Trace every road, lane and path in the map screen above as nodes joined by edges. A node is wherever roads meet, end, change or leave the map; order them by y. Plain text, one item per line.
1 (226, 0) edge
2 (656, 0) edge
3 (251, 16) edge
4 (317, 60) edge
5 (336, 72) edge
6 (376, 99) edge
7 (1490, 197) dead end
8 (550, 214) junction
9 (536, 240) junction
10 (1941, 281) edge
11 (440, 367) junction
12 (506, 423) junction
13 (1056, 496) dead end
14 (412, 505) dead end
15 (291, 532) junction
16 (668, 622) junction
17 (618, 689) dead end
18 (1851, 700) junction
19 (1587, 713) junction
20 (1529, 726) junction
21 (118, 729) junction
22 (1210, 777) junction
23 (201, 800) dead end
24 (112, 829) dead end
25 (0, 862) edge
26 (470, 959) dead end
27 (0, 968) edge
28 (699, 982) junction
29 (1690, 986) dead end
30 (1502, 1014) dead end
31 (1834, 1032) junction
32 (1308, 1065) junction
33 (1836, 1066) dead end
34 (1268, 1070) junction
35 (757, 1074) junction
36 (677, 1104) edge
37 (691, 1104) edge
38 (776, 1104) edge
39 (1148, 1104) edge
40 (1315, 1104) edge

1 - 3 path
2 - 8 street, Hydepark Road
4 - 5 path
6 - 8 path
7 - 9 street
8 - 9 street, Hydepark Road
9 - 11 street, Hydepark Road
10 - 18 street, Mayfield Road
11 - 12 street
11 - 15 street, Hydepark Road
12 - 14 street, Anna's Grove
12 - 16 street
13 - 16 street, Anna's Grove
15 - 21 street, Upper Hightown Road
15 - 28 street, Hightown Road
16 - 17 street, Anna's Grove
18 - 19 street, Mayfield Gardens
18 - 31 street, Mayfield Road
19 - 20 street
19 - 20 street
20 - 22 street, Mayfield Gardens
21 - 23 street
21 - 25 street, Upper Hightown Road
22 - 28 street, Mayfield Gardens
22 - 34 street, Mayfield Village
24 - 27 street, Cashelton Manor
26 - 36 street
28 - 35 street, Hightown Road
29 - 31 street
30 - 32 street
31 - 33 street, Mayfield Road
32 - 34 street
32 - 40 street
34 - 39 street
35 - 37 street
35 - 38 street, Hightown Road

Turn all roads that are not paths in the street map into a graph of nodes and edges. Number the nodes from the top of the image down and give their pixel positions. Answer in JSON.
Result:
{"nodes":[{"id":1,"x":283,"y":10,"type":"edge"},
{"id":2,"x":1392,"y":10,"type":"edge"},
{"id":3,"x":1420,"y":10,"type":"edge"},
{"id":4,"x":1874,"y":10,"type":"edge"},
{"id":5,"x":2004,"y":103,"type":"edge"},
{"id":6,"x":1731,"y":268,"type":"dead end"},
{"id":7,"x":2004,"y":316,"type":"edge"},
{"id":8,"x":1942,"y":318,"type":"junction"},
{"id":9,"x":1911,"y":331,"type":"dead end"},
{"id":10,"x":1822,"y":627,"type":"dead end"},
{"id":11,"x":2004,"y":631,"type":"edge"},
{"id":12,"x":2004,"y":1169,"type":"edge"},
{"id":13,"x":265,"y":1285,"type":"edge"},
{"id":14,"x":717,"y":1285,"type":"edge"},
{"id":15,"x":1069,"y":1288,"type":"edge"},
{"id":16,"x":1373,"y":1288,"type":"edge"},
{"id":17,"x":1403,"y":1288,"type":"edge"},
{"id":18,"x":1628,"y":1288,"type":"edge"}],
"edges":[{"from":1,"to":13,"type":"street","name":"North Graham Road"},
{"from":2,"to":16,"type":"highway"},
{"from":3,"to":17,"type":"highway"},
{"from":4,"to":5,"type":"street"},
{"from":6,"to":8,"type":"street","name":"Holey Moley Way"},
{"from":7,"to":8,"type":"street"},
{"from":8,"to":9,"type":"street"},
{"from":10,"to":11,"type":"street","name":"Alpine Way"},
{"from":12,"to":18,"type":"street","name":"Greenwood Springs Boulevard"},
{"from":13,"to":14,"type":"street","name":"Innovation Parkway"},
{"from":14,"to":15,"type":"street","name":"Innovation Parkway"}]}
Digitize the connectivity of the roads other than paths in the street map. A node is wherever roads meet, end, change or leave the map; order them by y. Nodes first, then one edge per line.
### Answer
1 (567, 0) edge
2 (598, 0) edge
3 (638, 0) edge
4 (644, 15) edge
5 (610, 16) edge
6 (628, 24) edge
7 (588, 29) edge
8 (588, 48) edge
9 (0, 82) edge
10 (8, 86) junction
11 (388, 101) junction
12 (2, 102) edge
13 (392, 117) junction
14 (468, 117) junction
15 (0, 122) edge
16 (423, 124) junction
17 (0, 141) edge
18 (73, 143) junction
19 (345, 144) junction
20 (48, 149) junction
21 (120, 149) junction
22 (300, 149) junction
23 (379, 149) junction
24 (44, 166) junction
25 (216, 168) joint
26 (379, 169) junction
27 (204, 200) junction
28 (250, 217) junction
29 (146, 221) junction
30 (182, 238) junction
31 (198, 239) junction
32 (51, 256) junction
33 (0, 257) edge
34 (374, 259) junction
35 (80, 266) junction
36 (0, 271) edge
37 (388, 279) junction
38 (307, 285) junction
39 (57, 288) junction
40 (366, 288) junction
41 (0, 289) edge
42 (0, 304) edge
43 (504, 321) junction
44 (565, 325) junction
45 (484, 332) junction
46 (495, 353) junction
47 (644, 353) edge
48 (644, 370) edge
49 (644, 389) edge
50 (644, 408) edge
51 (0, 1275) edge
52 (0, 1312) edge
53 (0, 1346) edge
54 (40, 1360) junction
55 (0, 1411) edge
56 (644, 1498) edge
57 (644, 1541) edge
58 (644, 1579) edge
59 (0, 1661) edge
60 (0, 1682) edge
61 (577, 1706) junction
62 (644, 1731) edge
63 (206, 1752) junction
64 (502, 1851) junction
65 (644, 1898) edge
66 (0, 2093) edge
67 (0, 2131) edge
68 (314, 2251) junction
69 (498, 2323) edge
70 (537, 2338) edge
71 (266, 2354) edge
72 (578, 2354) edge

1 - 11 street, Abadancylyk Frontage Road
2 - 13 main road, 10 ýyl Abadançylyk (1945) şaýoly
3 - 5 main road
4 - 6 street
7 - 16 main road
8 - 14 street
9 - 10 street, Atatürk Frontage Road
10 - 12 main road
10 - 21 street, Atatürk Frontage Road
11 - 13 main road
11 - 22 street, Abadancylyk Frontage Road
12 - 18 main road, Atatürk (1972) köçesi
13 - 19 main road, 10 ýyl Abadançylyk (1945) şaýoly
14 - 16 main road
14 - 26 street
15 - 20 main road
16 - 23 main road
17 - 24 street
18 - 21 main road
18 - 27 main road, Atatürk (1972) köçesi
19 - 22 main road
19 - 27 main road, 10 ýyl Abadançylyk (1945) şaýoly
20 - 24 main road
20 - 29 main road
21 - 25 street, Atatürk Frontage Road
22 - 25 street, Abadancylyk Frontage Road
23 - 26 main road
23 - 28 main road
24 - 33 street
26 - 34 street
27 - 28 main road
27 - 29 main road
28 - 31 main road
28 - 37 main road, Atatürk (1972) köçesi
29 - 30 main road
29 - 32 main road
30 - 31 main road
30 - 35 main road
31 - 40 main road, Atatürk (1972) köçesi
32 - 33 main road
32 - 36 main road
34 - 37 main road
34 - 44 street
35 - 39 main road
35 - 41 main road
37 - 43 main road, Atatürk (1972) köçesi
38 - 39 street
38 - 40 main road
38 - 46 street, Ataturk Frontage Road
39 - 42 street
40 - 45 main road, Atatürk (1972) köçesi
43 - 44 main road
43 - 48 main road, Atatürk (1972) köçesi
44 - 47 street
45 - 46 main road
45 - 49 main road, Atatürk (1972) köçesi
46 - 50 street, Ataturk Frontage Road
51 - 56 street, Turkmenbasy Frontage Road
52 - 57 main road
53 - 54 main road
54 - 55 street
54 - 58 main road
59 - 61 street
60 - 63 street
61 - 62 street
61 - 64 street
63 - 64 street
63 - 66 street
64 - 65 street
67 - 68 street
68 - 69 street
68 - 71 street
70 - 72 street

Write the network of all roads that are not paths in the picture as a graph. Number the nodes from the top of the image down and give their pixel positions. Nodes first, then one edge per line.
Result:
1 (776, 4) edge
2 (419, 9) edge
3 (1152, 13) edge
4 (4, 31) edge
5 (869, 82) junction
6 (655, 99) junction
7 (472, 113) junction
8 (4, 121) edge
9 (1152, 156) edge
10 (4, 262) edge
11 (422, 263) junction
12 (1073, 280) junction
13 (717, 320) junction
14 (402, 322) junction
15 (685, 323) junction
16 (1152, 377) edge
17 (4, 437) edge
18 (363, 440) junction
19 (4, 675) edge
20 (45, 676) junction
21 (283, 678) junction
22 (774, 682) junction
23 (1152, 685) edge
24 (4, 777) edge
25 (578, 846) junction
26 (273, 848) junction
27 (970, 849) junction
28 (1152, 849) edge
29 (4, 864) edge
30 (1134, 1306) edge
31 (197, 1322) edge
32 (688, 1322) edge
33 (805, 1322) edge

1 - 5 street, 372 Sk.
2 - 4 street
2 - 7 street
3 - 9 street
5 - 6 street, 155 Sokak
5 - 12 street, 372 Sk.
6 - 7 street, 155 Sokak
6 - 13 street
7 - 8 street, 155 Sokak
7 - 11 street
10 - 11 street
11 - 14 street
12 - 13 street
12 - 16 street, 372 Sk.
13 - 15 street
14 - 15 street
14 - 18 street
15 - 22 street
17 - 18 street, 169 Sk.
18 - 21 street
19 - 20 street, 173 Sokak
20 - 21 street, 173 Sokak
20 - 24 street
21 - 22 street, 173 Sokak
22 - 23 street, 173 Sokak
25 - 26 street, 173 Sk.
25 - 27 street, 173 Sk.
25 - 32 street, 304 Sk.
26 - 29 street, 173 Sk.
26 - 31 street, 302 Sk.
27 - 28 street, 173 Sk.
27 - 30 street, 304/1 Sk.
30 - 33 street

### To do
Reproduce every line of the material above that has the string "Grove".

### Exercise solution
12 - 14 street, Anna's Grove
13 - 16 street, Anna's Grove
16 - 17 street, Anna's Grove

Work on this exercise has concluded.